Durante mi investigación sobre la Cristiada (1964-1969) me topé con la contradicción siguiente: entrevistaba a veteranos de la lucha armada que opuso a los cristeros, estos campesinos católicos que defendían su religión, al ejército del Gobierno mexicano, entre 1926 y 1929, luego entre 1932 y 1938. Cuando hablaban del presidente Plutarco Elías Calles, campeón del anticlericalismo en estos años, decían «el Turco Calles». Pocas, muy pocas veces, oí decir que Calles era judío y que detrás de su ofensiva contra la Iglesia estaban los judíos. Nunca en boca de cristeros, solamente en voz de gente de clase media urbana. En cambio, en los Altos de Jalisco, uno de los baluartes de la insurgencia, un venerable anciano a quien le preguntaba por qué tal unanimidad en toda la región a favor de la Iglesia y en contra del Gobierno, me contestó: «Porque somos de la raza de nuestro Señor». No estaba yo seguro de haber entendido bien, de modo que le pregunté qué significaban sus palabras. Me respondió: «Que nuestros antepasados eran judíos, como el rey David, María, José y Jesucristo». Efectivamente, la tradición oral de los Altos de Jalisco afirma orgullosamente que los primeros pobladores del siglo XVI eran conversos.

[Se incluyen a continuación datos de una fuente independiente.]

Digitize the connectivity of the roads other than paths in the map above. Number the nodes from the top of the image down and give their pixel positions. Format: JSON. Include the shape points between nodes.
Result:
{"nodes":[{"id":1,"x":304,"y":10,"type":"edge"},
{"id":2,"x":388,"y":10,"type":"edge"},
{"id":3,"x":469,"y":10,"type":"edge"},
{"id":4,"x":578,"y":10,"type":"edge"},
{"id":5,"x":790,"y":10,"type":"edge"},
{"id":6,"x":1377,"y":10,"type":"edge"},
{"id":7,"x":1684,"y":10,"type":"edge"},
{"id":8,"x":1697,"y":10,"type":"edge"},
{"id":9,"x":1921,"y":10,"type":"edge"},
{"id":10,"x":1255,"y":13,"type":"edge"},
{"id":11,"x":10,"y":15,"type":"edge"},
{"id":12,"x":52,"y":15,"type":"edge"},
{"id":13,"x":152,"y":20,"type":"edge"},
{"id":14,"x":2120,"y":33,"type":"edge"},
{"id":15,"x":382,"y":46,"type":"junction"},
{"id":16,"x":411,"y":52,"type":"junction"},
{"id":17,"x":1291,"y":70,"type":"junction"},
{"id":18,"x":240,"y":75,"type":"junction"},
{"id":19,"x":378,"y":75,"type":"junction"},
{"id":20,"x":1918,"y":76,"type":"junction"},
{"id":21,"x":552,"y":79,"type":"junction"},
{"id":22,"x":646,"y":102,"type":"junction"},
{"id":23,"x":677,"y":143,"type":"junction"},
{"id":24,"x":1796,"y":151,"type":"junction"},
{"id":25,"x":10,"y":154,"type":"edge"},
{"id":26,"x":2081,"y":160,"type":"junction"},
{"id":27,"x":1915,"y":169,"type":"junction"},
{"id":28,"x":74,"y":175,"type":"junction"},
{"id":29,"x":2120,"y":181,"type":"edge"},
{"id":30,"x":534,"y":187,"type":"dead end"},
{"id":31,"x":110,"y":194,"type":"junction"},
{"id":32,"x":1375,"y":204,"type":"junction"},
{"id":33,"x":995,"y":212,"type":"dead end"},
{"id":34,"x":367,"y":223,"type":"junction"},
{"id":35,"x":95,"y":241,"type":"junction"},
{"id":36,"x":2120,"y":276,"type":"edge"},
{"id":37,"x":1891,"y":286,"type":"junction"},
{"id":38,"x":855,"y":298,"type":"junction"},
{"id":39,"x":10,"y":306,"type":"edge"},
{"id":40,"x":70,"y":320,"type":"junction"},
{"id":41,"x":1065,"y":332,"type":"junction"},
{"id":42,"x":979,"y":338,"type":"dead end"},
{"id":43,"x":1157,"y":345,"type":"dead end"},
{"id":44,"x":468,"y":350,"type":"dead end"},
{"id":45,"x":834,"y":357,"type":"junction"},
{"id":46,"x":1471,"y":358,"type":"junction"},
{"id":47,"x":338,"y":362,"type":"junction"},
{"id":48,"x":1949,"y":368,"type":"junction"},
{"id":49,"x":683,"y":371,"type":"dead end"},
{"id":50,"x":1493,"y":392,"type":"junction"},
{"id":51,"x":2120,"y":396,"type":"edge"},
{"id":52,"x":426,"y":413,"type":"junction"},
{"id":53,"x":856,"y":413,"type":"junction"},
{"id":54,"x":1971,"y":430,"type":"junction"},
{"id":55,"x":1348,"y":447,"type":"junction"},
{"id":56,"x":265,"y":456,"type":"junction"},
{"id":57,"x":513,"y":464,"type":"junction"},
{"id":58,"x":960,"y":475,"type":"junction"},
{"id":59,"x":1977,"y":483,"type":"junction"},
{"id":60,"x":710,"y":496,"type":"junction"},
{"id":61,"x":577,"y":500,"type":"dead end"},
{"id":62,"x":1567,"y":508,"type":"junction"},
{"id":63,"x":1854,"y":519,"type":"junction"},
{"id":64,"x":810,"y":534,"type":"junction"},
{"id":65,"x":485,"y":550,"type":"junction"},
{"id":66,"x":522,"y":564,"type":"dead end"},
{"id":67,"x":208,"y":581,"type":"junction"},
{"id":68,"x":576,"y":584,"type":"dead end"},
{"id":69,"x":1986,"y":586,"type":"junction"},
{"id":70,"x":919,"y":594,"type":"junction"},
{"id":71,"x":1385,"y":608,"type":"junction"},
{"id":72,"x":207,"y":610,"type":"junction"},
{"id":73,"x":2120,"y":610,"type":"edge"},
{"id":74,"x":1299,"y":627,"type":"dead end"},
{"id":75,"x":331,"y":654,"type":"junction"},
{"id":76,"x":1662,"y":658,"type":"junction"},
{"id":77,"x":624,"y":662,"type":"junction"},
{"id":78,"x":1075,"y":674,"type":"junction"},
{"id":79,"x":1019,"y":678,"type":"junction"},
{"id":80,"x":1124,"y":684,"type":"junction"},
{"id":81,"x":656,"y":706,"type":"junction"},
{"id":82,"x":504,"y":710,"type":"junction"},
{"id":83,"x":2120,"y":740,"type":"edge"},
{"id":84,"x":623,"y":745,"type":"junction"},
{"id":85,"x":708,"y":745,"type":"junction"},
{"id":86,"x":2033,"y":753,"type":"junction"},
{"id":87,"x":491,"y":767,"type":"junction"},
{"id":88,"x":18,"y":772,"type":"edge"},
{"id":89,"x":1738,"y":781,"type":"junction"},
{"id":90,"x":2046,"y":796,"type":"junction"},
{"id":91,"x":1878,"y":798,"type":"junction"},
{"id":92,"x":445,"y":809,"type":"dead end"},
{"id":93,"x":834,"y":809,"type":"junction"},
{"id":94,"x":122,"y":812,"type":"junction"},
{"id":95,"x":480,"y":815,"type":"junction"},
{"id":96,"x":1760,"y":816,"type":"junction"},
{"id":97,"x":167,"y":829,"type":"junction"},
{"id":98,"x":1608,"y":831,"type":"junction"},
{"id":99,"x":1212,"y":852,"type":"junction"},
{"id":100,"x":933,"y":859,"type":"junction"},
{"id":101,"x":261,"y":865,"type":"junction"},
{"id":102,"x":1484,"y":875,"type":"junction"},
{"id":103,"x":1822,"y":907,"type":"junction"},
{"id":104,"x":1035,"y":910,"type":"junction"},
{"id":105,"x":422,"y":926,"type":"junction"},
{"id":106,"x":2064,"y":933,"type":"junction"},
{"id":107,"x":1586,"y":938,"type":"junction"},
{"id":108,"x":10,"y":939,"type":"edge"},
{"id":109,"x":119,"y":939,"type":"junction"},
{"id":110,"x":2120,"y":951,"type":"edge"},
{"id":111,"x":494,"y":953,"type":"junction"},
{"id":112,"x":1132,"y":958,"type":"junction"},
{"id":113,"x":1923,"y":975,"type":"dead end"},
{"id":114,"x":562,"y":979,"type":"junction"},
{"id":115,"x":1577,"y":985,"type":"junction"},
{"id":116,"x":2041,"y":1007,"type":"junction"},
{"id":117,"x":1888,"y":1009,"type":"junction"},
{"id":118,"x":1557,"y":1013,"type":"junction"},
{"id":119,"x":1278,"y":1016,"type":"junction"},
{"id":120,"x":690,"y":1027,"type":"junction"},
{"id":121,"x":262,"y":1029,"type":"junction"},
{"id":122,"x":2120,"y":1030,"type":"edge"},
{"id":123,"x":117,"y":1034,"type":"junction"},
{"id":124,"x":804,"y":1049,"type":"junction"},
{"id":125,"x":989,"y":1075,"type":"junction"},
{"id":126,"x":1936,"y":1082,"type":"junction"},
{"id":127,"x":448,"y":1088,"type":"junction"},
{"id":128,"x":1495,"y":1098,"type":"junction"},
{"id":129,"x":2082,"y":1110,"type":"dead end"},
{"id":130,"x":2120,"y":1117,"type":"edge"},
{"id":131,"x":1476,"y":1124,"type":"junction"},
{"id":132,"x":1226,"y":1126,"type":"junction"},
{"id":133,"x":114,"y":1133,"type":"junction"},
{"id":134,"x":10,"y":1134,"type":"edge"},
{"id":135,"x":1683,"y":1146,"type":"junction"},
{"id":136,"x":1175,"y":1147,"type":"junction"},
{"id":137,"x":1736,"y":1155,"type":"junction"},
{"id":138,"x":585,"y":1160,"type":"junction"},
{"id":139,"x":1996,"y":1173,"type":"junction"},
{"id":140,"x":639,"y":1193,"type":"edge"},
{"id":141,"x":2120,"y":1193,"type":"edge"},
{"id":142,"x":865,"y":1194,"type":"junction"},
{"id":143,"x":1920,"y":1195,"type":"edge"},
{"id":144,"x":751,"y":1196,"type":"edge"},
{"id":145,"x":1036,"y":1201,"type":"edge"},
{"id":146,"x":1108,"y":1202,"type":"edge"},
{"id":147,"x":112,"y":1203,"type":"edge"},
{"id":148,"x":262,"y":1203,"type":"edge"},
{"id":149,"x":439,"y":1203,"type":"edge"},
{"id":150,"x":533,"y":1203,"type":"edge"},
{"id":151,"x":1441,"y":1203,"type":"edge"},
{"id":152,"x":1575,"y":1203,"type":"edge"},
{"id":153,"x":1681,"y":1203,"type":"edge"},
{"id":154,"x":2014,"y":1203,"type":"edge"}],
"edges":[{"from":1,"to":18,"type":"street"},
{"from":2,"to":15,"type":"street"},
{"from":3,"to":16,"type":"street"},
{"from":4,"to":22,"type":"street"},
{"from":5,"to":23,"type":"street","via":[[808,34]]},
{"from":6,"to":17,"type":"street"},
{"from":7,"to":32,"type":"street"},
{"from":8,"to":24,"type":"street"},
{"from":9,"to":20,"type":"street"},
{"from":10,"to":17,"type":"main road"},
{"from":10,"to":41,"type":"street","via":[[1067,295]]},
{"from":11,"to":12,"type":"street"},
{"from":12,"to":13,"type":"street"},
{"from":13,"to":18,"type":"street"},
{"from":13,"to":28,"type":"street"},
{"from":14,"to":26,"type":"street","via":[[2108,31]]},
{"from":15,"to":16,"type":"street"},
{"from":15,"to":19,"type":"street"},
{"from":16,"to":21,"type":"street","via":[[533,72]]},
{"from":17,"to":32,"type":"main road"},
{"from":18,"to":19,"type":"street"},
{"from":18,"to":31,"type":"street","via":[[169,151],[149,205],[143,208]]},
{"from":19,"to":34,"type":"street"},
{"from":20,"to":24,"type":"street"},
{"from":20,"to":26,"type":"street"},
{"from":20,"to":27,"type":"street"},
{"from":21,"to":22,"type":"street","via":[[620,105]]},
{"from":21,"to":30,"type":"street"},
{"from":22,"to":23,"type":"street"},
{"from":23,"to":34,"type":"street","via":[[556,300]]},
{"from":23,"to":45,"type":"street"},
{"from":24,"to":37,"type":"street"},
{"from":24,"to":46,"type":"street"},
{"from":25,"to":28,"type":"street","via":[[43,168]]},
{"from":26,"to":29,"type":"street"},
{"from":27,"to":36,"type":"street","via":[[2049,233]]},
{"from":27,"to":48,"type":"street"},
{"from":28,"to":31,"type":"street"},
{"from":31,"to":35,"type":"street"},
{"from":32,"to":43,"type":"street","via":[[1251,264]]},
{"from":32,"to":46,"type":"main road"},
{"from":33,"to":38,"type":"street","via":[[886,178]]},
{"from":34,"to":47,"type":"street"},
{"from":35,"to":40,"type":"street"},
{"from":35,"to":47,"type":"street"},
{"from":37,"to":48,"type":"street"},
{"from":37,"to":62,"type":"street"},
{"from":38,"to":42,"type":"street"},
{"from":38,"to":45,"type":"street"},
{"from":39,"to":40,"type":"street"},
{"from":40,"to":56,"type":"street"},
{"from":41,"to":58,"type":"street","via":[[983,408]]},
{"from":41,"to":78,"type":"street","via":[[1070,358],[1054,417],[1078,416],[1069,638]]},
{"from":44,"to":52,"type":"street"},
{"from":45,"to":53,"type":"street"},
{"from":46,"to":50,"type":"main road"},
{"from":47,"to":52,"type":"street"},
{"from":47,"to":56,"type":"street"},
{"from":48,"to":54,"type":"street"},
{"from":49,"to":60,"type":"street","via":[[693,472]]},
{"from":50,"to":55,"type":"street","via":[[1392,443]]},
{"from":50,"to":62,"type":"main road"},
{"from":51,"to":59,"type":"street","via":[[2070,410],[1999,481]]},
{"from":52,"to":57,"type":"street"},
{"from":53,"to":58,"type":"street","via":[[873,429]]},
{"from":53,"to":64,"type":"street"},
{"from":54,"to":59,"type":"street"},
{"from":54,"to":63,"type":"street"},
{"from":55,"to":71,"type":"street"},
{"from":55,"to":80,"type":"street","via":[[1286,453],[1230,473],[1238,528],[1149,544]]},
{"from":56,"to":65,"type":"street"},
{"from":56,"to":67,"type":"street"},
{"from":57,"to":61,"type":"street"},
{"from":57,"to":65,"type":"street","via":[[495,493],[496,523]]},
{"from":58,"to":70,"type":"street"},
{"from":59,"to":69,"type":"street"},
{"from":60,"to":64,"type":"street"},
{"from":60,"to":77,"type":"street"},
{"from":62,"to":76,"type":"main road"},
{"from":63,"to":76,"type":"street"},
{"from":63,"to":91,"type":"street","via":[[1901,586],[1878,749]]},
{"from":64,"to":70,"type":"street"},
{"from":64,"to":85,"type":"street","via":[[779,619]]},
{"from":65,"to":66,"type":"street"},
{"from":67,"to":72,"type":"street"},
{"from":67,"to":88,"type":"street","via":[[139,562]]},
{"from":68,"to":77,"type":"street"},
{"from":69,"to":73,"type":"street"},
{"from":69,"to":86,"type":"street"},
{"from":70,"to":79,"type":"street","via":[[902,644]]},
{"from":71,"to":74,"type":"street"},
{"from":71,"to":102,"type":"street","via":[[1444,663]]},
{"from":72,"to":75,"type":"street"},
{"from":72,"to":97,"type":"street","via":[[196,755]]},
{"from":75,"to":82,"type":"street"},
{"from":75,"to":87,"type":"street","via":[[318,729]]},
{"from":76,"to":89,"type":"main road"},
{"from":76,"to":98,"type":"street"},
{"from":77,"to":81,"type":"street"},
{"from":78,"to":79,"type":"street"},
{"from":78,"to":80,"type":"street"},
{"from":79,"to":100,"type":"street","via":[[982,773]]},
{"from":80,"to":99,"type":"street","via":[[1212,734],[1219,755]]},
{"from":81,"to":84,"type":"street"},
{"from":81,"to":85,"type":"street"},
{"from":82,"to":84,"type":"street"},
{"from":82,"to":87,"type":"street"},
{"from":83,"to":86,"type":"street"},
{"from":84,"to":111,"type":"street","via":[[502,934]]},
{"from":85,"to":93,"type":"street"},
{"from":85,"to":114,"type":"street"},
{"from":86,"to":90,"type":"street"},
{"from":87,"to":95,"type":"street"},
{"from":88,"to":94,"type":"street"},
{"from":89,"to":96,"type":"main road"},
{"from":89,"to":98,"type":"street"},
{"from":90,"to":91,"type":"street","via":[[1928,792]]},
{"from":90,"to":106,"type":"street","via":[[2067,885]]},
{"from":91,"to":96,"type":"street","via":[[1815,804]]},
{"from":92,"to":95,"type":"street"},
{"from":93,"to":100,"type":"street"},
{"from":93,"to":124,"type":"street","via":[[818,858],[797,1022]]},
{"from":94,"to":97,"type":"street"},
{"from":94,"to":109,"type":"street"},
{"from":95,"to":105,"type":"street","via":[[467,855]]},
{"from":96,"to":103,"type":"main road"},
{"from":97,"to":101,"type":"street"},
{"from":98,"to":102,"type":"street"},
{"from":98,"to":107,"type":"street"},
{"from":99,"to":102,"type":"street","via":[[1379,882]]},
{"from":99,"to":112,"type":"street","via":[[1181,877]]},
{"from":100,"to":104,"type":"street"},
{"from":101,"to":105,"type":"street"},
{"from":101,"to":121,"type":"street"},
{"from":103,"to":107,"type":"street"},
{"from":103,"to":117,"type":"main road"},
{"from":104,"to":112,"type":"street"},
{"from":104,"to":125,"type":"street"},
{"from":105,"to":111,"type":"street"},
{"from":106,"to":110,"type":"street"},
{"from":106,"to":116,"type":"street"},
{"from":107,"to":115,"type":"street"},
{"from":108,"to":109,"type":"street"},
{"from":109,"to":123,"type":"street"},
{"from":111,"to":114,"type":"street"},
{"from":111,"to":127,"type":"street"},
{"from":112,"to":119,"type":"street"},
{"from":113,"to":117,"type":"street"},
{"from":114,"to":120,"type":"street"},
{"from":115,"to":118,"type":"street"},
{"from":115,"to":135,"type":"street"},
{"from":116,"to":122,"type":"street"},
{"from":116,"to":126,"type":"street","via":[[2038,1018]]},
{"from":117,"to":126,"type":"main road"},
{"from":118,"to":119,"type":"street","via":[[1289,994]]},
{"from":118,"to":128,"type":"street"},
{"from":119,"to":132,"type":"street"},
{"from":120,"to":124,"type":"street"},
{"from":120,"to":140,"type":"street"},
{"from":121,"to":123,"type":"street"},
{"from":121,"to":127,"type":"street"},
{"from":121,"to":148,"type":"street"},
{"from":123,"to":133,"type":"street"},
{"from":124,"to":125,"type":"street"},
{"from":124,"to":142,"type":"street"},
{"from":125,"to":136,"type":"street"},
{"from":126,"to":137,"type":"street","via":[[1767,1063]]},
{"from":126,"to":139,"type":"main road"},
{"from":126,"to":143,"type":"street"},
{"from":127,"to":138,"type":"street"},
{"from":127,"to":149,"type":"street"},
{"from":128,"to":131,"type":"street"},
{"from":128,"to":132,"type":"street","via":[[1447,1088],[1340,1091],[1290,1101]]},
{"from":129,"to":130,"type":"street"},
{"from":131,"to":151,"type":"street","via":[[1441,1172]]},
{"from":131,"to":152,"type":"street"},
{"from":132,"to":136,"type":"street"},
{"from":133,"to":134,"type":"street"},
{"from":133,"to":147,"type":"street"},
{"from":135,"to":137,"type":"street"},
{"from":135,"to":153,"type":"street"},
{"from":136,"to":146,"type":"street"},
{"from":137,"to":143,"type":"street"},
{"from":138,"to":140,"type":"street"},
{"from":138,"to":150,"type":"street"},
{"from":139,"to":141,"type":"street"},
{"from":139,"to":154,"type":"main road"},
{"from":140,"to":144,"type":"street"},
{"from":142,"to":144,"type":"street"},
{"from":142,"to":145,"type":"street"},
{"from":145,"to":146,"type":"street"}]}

Dije: «contradicción». Sí, porque estoy pensando en un buen sacerdote, compañero de los cristeros cuando era seminarista y que no aceptaba las enseñanzas conciliares (la declaración Nostra aetate [Nuestra era] de 1965) y persistió hasta su muerte (1982) en la creencia de que el pueblo judío era culpable de deicidio. Pienso también en un valeroso jefe cristero de Michoacán que hablaba como los cristeros de los Altos, mientras que su hijo, sacerdote, nacido después de la Cristiada, había aprendido fuera de casa todos los lugares comunes del antisemitismo cristiano.
Entender a los jesuitas de Civiltà Cattolica de los años 1880 a 1914, así como a los cristianos furiosamente antisemitas –no todos los cristianos lo eran–, es revivir la experiencia de Alicia en el país de las maravillas: una vez que entra en la madriguera del conejo, Alicia se encuentra con un mundo más y más extraño. Por eso decidí seguirle la pista al mito del crimen ritual, que nos llevaría a otros mitos como los del Talmud, Los protocolos de los sabios de Sion, la conspiración mundial. Su cultura, las estructuras de su pensamiento, los modos de sus discursos me son totalmente ajenos. Sin embargo, intento, aunque no siempre lo consiga, no jugar al ministerio público, al acusador. El sentimiento de ser el justiciero lo vuelve perezoso a uno.
El último problema es tan grande que apenas me atrevo a mencionarlo ahora. Al estudiar aquellos textos, debo ignorar que vino el año de 1933, Hitler, las Leyes de Nuremberg, «la solución final». ¿Es posible?